| The task |
Your task is to copy each line of the material that includes "pixels".

| Records to use |
-*-
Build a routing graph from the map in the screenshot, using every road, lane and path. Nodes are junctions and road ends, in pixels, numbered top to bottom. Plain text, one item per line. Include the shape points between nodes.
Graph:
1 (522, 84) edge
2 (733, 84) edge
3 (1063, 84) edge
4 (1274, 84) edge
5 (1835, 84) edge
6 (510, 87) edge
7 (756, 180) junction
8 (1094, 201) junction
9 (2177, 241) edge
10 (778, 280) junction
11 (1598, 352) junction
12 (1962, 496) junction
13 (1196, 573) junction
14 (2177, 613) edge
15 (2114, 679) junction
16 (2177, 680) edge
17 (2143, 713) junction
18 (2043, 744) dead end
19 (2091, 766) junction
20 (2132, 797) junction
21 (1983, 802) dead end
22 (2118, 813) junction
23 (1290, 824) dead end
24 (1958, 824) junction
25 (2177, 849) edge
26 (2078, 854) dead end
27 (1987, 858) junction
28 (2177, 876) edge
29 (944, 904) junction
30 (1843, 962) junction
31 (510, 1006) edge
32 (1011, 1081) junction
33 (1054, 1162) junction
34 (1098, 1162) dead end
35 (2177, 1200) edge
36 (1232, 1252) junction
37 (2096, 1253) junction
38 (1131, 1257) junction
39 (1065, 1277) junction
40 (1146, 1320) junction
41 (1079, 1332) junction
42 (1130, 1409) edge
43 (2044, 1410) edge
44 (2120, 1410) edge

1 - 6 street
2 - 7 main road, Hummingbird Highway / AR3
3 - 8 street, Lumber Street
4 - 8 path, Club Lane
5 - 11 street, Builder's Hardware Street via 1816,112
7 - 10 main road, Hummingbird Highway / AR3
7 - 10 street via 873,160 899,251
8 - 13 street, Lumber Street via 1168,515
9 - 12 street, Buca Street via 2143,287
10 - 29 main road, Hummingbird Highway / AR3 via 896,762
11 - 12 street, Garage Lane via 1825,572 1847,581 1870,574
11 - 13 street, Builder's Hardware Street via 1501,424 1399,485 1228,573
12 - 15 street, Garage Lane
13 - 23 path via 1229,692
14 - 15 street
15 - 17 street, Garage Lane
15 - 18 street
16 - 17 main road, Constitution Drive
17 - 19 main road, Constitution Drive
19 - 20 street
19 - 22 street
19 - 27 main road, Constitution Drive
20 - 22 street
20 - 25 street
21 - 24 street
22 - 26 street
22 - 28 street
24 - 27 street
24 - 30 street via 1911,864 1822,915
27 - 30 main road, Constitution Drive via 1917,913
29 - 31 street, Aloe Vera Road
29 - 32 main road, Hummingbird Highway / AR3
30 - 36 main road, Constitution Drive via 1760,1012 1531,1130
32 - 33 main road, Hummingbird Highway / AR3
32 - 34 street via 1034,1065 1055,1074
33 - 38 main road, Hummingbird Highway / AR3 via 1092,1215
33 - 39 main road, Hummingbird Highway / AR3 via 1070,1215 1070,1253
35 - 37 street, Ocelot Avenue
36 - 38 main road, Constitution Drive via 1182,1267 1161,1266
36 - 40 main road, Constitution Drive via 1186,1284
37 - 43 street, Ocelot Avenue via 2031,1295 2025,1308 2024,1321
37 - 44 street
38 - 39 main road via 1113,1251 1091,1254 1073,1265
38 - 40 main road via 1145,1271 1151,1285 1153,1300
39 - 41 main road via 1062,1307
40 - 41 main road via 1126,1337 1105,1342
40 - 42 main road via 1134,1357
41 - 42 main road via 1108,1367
-*-
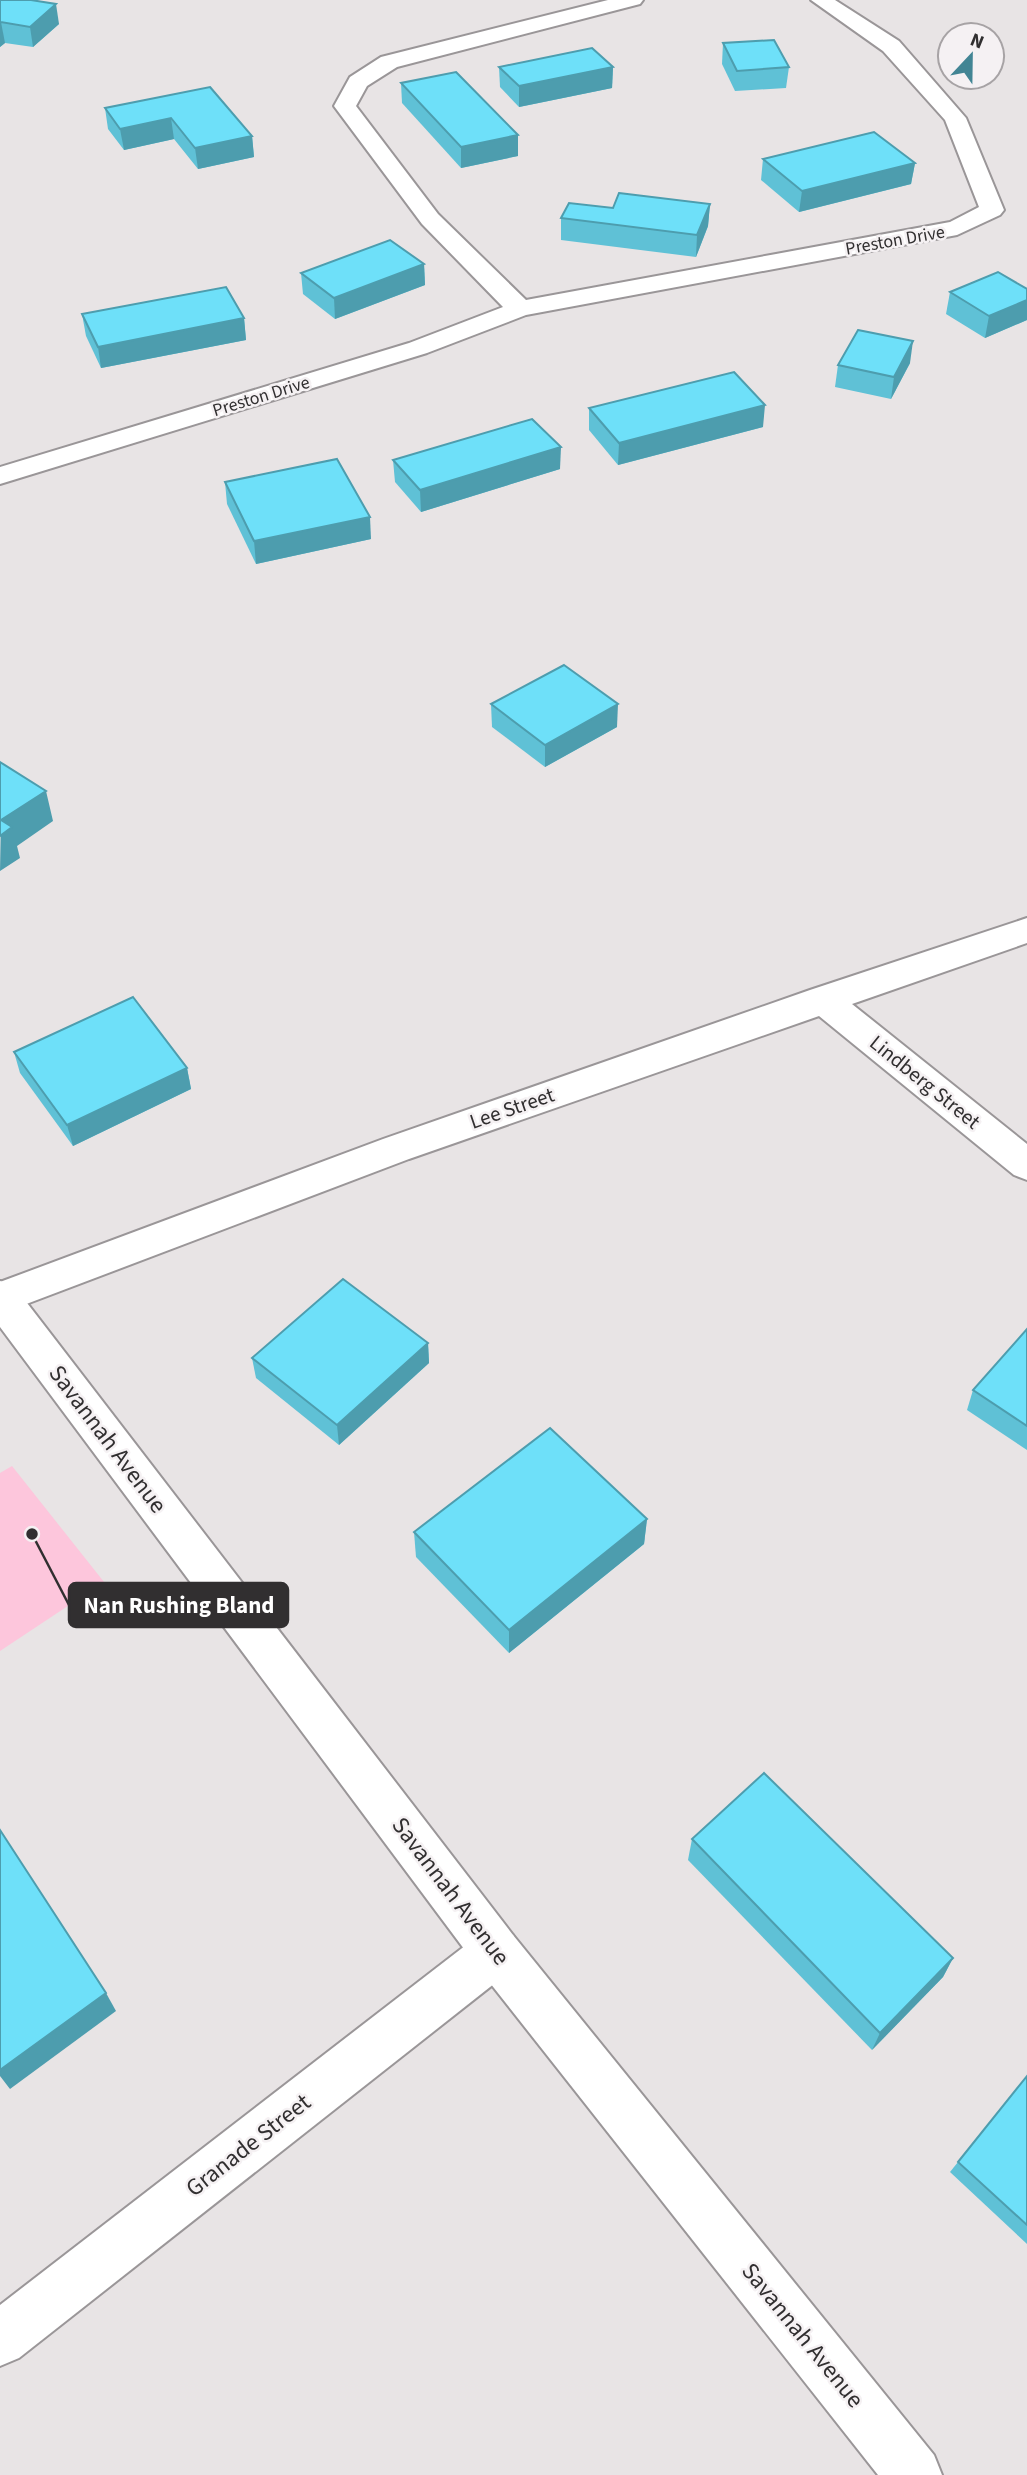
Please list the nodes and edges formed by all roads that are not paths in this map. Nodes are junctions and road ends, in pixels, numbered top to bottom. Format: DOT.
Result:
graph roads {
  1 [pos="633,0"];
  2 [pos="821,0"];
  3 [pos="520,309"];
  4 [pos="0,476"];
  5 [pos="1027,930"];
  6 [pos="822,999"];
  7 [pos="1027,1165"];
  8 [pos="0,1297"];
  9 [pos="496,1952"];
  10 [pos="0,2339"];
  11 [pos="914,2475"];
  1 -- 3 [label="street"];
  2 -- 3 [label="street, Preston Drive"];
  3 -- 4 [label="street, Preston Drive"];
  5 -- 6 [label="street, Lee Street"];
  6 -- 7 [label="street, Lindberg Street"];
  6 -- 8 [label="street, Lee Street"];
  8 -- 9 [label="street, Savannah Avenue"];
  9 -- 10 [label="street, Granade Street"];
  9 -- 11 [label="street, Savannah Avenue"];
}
-*-
| Solution |
Build a routing graph from the map in the screenshot, using every road, lane and path. Nodes are junctions and road ends, in pixels, numbered top to bottom. Plain text, one item per line. Include the shape points between nodes.
Please list the nodes and edges formed by all roads that are not paths in this map. Nodes are junctions and road ends, in pixels, numbered top to bottom. Format: DOT.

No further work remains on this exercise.